Task details: Return all lines in the data where the string "РАЦИНА" can be found.

═════ Working data

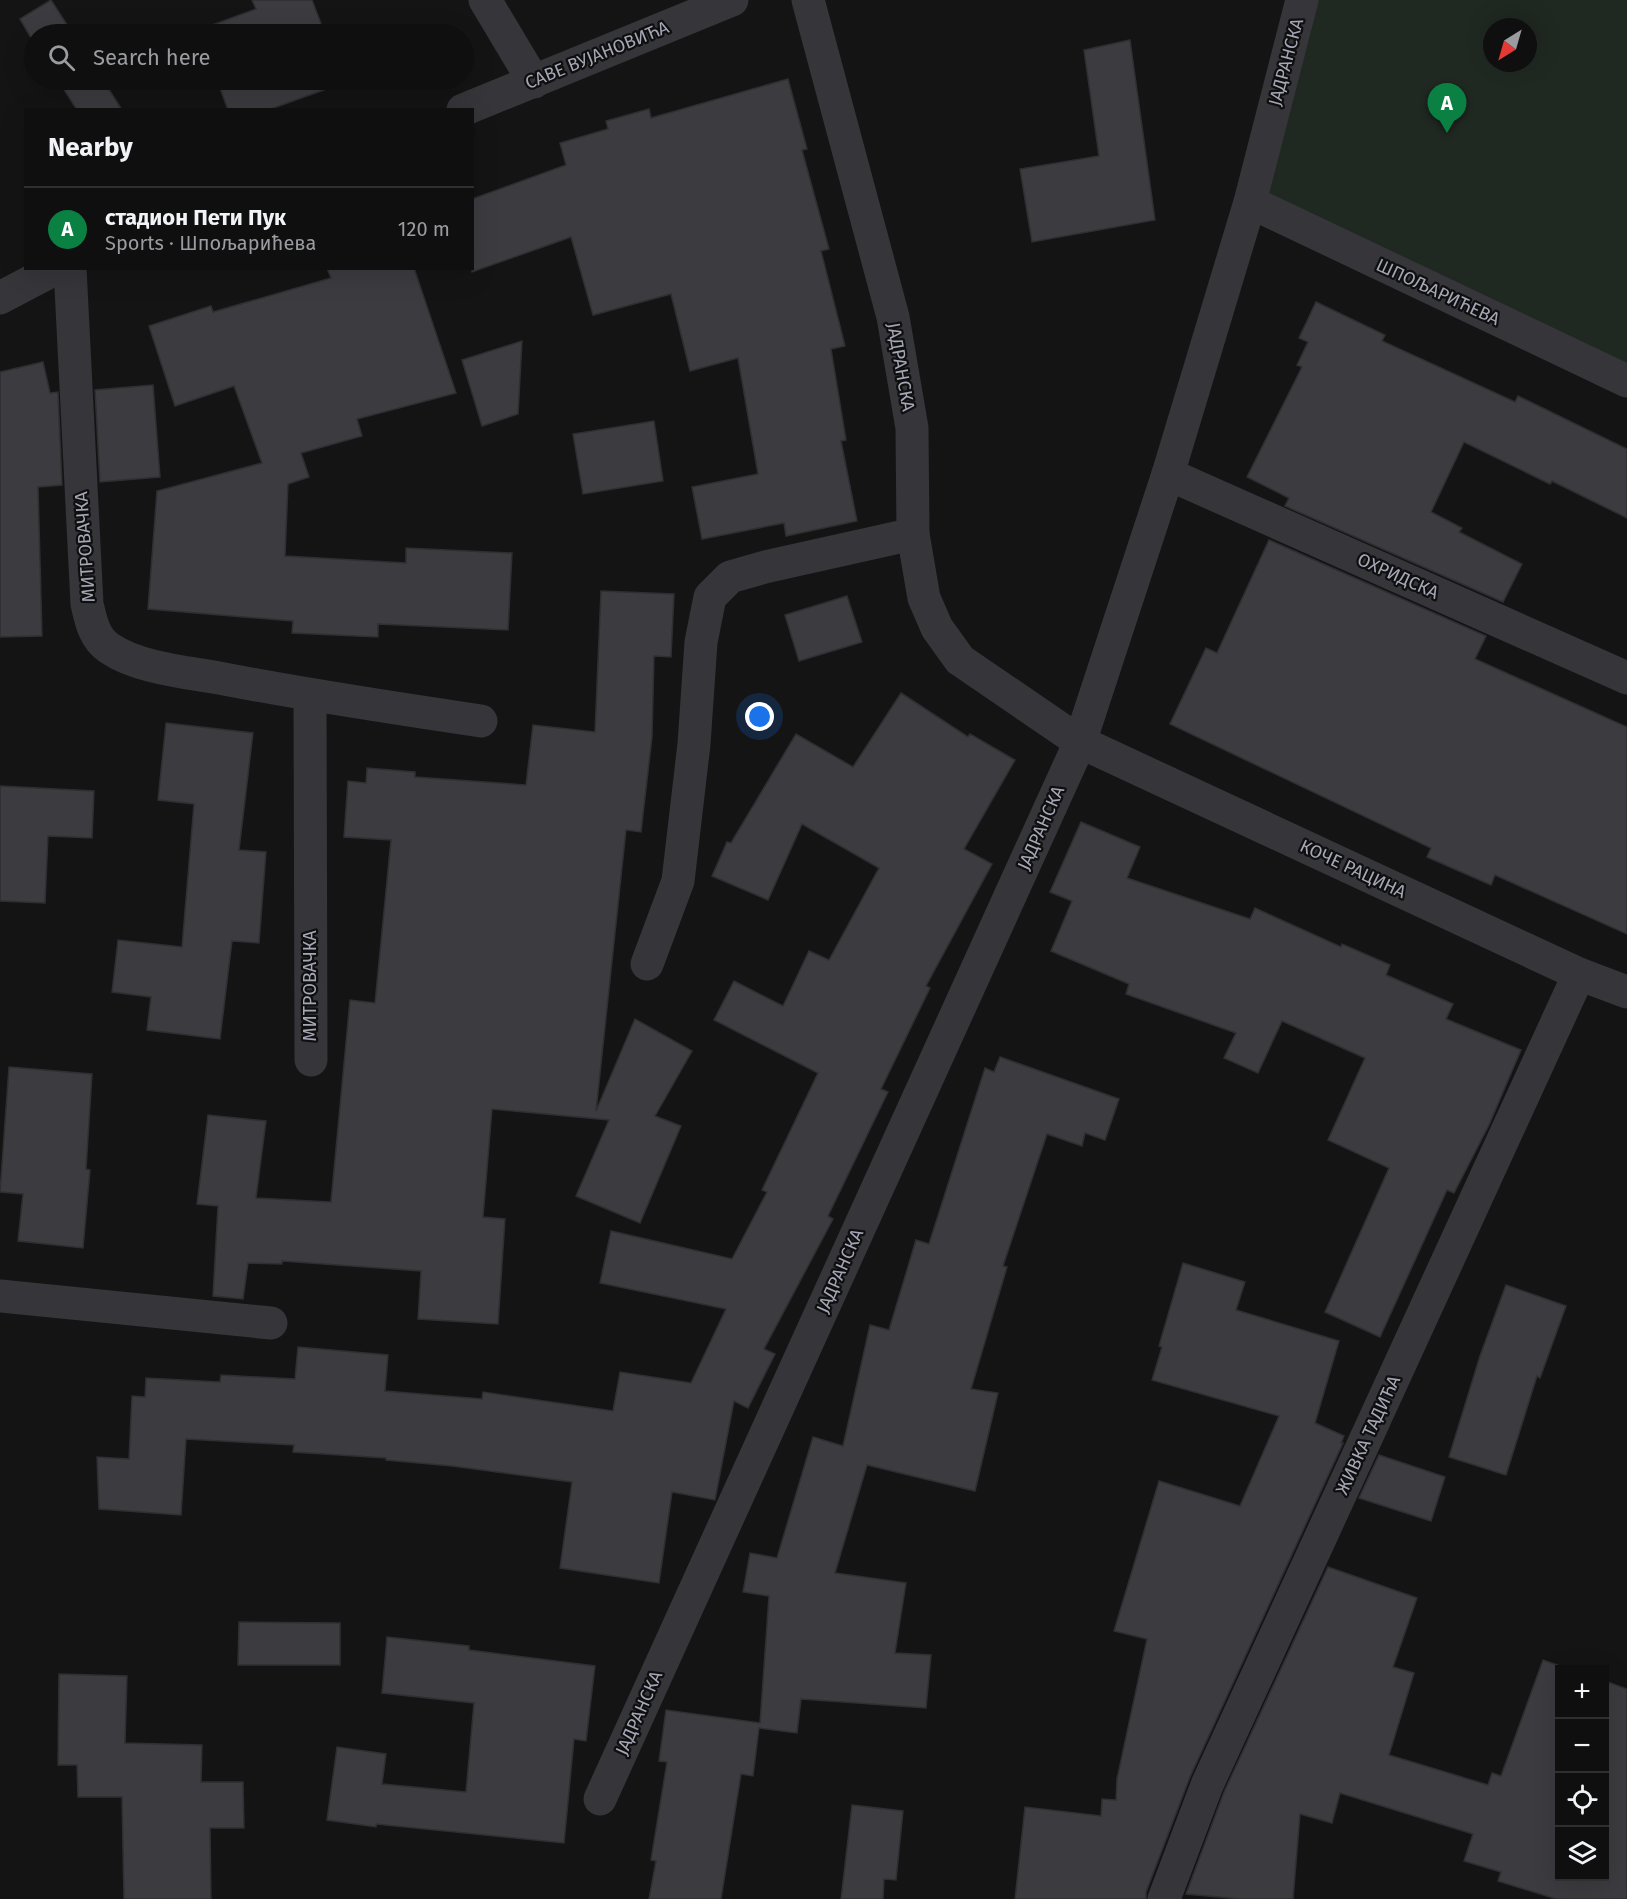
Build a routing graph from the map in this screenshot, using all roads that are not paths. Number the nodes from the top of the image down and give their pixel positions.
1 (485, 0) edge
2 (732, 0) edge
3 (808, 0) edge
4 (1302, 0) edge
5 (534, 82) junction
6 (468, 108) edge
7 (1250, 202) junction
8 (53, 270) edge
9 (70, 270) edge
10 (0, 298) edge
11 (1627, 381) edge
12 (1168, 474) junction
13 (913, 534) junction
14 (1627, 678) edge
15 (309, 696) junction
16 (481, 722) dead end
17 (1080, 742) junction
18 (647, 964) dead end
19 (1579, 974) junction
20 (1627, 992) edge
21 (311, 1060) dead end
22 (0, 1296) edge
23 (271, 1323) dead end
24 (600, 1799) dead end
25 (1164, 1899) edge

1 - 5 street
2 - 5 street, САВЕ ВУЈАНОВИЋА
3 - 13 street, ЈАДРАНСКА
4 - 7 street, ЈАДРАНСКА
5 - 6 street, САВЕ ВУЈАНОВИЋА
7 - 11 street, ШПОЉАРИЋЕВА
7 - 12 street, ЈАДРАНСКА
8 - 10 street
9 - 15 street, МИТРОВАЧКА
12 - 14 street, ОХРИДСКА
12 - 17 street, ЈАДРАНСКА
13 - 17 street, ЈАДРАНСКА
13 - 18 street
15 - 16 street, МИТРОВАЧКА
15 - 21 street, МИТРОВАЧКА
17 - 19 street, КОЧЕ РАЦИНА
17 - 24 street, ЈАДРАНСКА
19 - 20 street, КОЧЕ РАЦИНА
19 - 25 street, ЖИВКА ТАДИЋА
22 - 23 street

══════════
═════ Working data

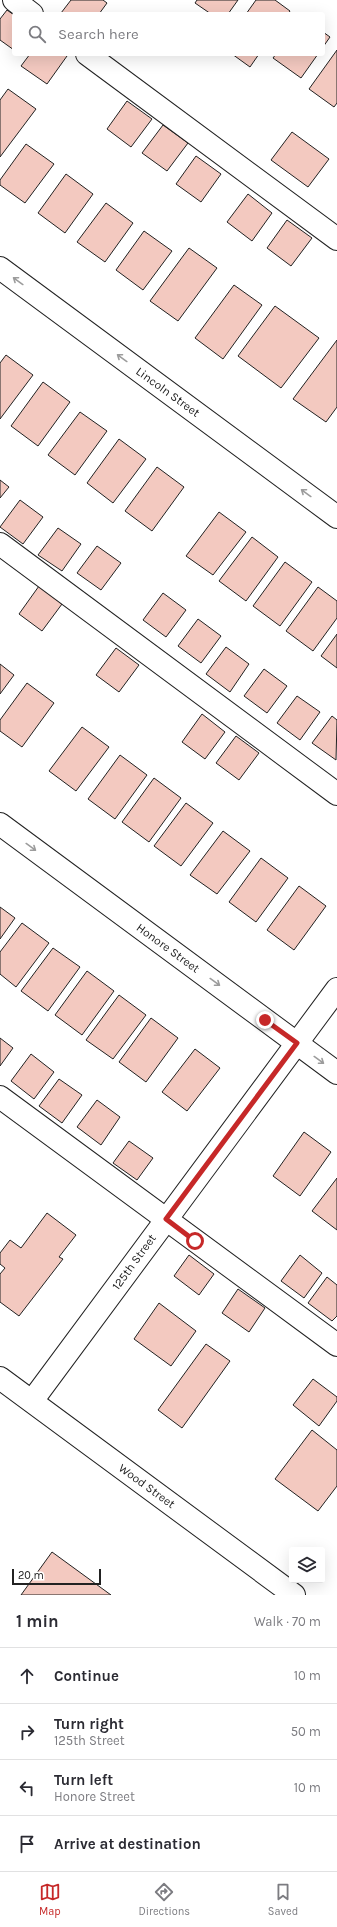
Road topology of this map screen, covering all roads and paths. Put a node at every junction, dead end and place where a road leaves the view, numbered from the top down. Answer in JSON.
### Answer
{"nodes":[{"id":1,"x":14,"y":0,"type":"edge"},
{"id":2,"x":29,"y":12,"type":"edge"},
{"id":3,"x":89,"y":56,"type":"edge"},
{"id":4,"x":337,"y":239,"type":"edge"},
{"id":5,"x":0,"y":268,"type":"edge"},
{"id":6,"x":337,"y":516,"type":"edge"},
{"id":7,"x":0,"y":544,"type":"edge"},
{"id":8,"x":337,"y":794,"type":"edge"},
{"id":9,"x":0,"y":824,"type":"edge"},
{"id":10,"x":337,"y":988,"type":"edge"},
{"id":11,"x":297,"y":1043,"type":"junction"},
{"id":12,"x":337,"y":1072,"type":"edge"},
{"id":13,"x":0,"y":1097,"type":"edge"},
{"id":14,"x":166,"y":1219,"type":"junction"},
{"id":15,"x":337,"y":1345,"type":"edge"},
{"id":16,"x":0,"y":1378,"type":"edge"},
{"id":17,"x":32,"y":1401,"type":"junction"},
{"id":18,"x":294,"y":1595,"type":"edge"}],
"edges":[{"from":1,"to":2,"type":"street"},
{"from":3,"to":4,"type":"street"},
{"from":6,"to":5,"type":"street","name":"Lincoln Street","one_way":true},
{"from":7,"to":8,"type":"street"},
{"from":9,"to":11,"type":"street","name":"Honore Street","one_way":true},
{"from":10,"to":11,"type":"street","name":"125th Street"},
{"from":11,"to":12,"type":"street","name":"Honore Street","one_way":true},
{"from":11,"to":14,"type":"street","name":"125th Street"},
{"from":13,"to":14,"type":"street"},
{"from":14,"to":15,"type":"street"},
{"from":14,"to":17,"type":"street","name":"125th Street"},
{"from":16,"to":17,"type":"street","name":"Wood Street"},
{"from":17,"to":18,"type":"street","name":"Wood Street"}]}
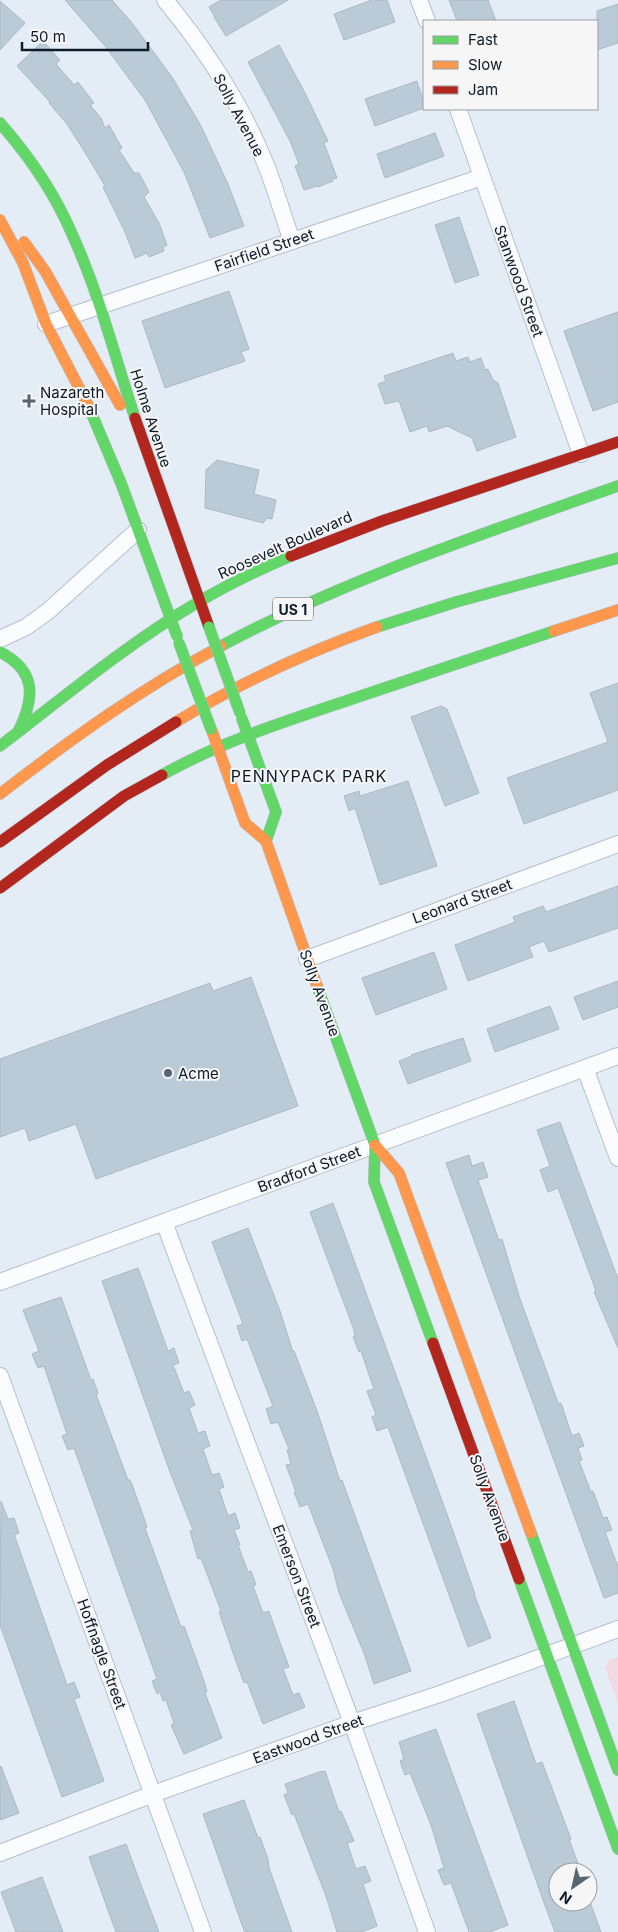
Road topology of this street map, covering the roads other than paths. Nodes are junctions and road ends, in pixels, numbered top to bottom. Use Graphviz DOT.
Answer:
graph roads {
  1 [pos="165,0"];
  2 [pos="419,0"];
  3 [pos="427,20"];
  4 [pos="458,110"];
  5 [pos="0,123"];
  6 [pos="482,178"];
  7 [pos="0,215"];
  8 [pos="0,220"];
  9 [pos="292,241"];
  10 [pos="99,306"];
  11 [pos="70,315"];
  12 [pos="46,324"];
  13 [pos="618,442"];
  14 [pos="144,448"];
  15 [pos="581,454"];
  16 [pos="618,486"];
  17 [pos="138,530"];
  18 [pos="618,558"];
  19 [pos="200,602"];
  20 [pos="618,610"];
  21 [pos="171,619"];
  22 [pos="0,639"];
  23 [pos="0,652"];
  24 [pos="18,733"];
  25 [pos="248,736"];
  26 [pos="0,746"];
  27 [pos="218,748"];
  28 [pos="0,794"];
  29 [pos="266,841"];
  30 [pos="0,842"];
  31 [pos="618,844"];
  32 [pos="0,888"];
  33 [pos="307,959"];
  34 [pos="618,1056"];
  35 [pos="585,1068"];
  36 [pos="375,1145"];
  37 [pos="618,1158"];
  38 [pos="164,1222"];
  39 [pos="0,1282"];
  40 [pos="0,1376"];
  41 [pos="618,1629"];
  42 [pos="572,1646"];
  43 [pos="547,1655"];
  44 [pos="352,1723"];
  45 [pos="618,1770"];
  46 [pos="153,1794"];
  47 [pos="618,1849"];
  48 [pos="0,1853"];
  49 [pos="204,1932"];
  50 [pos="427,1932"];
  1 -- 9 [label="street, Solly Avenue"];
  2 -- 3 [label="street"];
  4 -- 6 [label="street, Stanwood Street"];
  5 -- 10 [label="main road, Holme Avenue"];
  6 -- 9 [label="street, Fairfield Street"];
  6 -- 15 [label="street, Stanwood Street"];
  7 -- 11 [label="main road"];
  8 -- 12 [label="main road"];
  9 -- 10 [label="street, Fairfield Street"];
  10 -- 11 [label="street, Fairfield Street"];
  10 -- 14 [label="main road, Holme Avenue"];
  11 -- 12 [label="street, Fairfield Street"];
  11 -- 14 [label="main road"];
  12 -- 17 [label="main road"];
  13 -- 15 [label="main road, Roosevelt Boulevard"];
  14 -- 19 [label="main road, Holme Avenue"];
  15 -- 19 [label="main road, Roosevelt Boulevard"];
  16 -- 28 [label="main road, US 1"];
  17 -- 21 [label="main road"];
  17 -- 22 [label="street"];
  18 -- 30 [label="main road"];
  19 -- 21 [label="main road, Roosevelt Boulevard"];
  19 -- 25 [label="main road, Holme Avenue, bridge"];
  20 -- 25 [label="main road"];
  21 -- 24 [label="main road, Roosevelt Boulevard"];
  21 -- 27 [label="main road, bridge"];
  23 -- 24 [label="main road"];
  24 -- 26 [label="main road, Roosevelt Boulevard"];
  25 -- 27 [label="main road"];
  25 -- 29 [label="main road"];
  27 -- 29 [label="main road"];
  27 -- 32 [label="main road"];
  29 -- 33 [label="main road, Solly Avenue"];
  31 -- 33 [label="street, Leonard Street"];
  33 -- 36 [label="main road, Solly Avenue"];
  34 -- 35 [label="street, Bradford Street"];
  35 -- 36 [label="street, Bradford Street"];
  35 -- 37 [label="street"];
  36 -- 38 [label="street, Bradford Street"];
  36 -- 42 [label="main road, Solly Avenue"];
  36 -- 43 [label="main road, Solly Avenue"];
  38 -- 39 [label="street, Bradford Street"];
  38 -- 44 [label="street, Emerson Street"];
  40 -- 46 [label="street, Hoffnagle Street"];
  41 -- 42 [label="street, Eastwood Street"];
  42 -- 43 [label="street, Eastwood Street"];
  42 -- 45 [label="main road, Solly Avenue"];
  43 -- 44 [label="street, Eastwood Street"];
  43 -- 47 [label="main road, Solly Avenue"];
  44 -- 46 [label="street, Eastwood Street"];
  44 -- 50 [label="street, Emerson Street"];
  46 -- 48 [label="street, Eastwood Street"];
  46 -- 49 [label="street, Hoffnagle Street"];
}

══════════

Output for this exercise:
17 - 19 street, КОЧЕ РАЦИНА
19 - 20 street, КОЧЕ РАЦИНА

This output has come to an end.